I'm sorry that you had a reaction to the needling. Did you know that, at any time, a person can develop a metal-allergy? Most needling rollers are made of steel or titanium but allergies do occur with either because of the alloys used in those needles. I use a metal-free roller instead to avoid this kind of reaction. Check out the rollers at whitelotusantiaging dot com.Woman Happy

Regular Contributor
Posts: 221
Registered: ‎09-30-2014

@SilleeMee wrote:

@gfpdem wrote:

i had needled for years without issue. i researched and used proper technique. word of caution- the last time (and it will be the last time) my skin had a horrific reaction that took weeks, steroids and two derm visits to correct. i had done nothing different and used high quality roller. i'm sure people who love needling will think i had "done something wrong" but i used the same technique as my facialist for years. my dermatologist said they see this in menopausal women -hormone fluctuations can effect skin reactions. Huge immune system response. i only needled once a month-and the results were slight and not worth the risk. i would say to use caution with this technique. There are other methods like facial gua sha that are non invasive and provide microcirculation and skin benefits. hope this helps one person.

 


 

@gfpdem,

I'm sorry that you had a reaction to the needling. Did you know that, at any time, a person can develop a metal-allergy? Most needling rollers are made of steel or titanium but allergies do occur with either because of the alloys used in those needles. I use a metal-free roller instead to avoid this kind of reaction. Check out the rollers at whitelotusantiaging dot com.Woman Happy


thank you! i'm familiar with metal allergies but didn't think of that!

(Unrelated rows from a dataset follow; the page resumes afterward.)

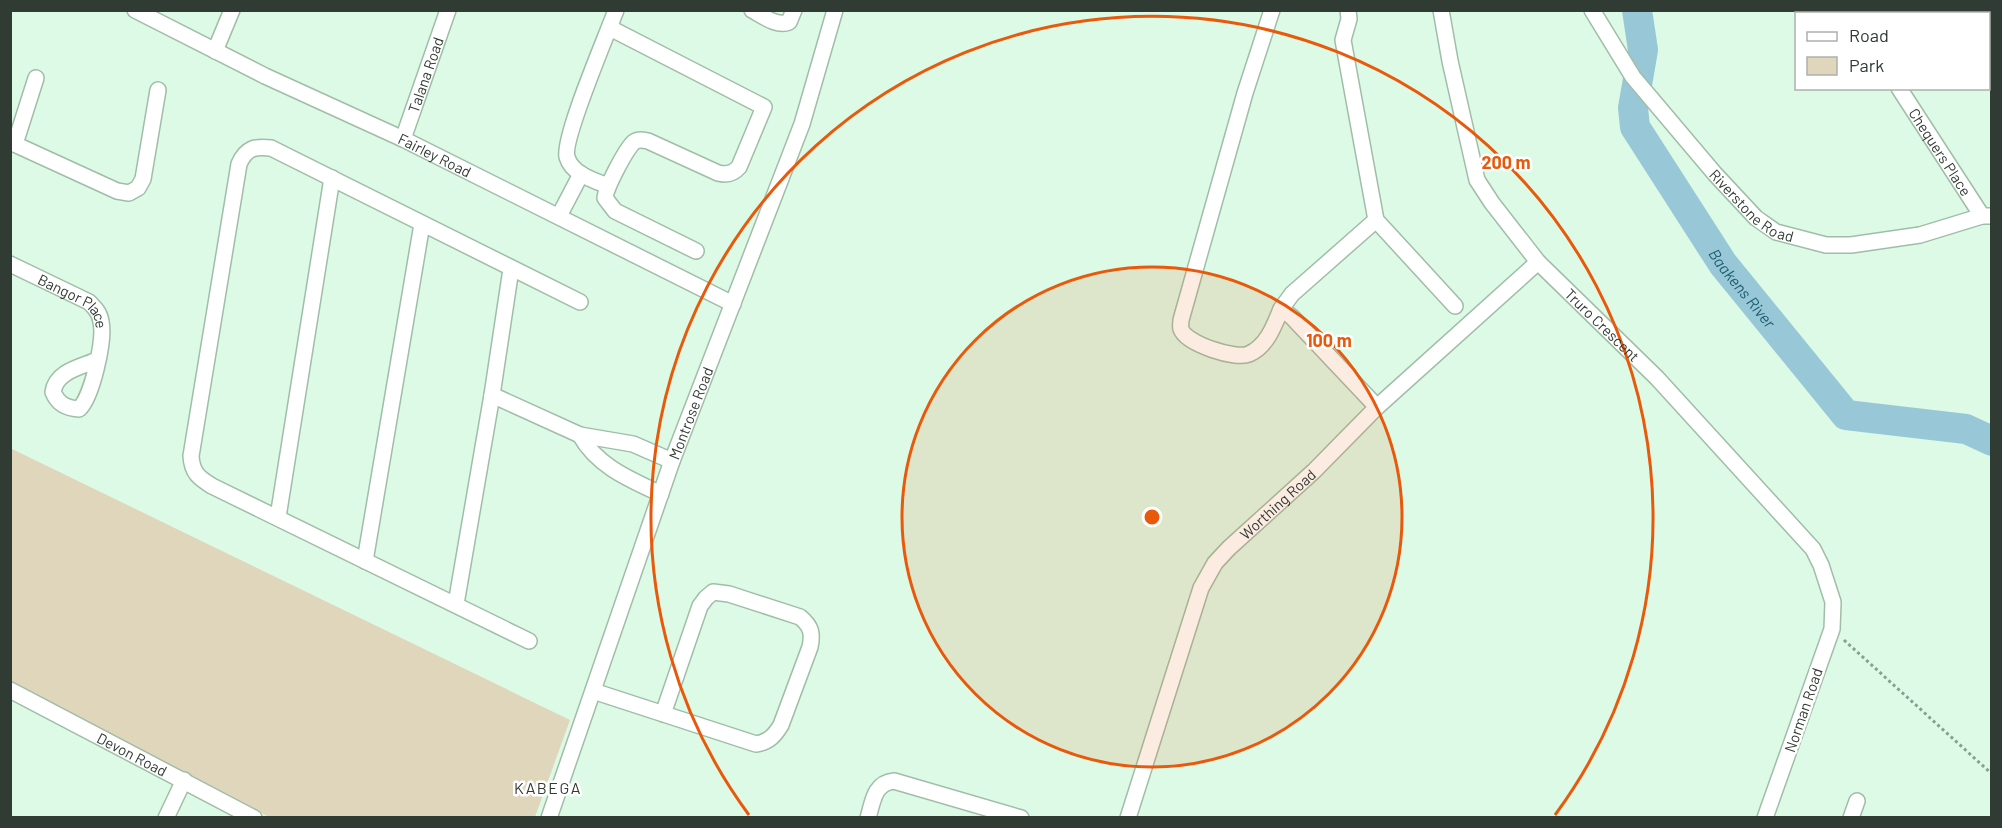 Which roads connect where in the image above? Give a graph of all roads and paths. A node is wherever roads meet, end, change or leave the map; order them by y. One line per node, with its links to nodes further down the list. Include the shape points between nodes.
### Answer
1 (135, 10): 13 (street, Fairley Road)
2 (232, 10): 13 (street)
3 (448, 10): 17 (street, Talana Road)
4 (616, 10): 12 (street)
5 (752, 10): 6 (street, via 784,24)
6 (794, 10)
7 (835, 10): 31 (street, Montrose Road, via 802,124)
8 (1272, 10): 33 (street, via 1245,93 1181,330 1198,345 1238,356 1249,354 1268,337)
9 (1348, 10): 24 (street, via 1343,40)
10 (1441, 10): 27 (street, Truro Crescent, via 1477,180)
11 (1592, 10): 23 (street, Riverstone Road, via 1639,82 1715,174 1756,218 1776,232 1826,245 1851,245 1920,235)
12 (610, 28): 19 (street, via 568,139 566,155); 21 (street, via 764,107 735,172 718,173 640,140 632,144)
13 (215, 51): 17 (street, Fairley Road)
14 (36, 78): 18 (street)
15 (158, 90): 18 (street, via 143,179 129,193 117,192)
16 (1900, 90): 23 (street, Chequers Place)
17 (403, 139): 22 (street, Fairley Road)
18 (13, 143)
19 (581, 174): 21 (street); 22 (street)
20 (332, 178): 25 (street); 40 (street); 40 (street, via 271,148 260,146 243,154 191,456 197,477)
21 (608, 186): 26 (street, via 605,198 615,211)
22 (559, 216): 31 (street, Fairley Road)
23 (1987, 216)
24 (1376, 220): 32 (street); 33 (street, via 1292,294)
25 (422, 224): 29 (street); 41 (street)
26 (696, 251)
27 (1538, 262): 36 (street, Worthing Road); 42 (street, Truro Crescent, via 1657,378 1813,549)
28 (10, 264): 34 (street, Bangor Place, via 89,302 97,310 103,332)
29 (511, 269): 30 (street); 35 (street)
30 (580, 302)
31 (734, 304): 38 (street, Montrose Road)
32 (1455, 306)
33 (1281, 309): 36 (street)
34 (97, 360)
35 (492, 395): 37 (street); 43 (street)
36 (1377, 407): 57 (street, Worthing Road, via 1215,563 1201,588)
37 (580, 435): 38 (street, via 633,444); 39 (street, via 612,471)
38 (672, 461): 39 (street, Montrose Road)
39 (661, 494): 47 (street, Montrose Road)
40 (278, 517): 41 (street)
41 (365, 561): 43 (street)
42 (1833, 602): 44 (street, Norman Road)
43 (456, 604): 45 (street)
44 (1832, 629): 49 (path); 58 (street, Norman Road)
45 (529, 641)
46 (10, 690): 50 (street, Devon Road)
47 (594, 691): 48 (street); 54 (street, Montrose Road)
48 (663, 714): 48 (street, via 700,606 713,592 800,617 809,624 810,647 781,725 764,743 756,744)
49 (1992, 774)
50 (184, 780): 52 (street); 53 (street, Devon Road)
51 (1857, 801): 59 (street)
52 (166, 818)
53 (254, 818)
54 (549, 818)
55 (868, 818): 56 (street, via 880,785 894,781)
56 (1021, 818)
57 (1128, 818)
58 (1765, 818)
59 (1851, 818)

Mine were always titanium! actually, the whole experience was a blessing in disguise-it made me think long and hard about what i was willing to do to "age gracefully". For me, i was combatting aging like it was war -and i don't think i want to do that anymore-frankly, i found it exhausting. i've cut back my routine, and find my skin has responded to my nourishing approach-instead of overworking the skin. It's all good now, i spend a fraction of what i use to, and if i feel the need, i will consult my derm for professional treatments. no more home remedies for me! It's been freeing-freed up time, money and an adversarial relationship with my age. My goal is to never go through anything

like that again!lol

Valued Contributor
Posts: 695
Registered: ‎03-17-2010

Re: microneedling

[ Edited ]

This is a great post. I've had several professional procedures done, but I would NEVER microneedle at home.  The risk for infection freaks me out.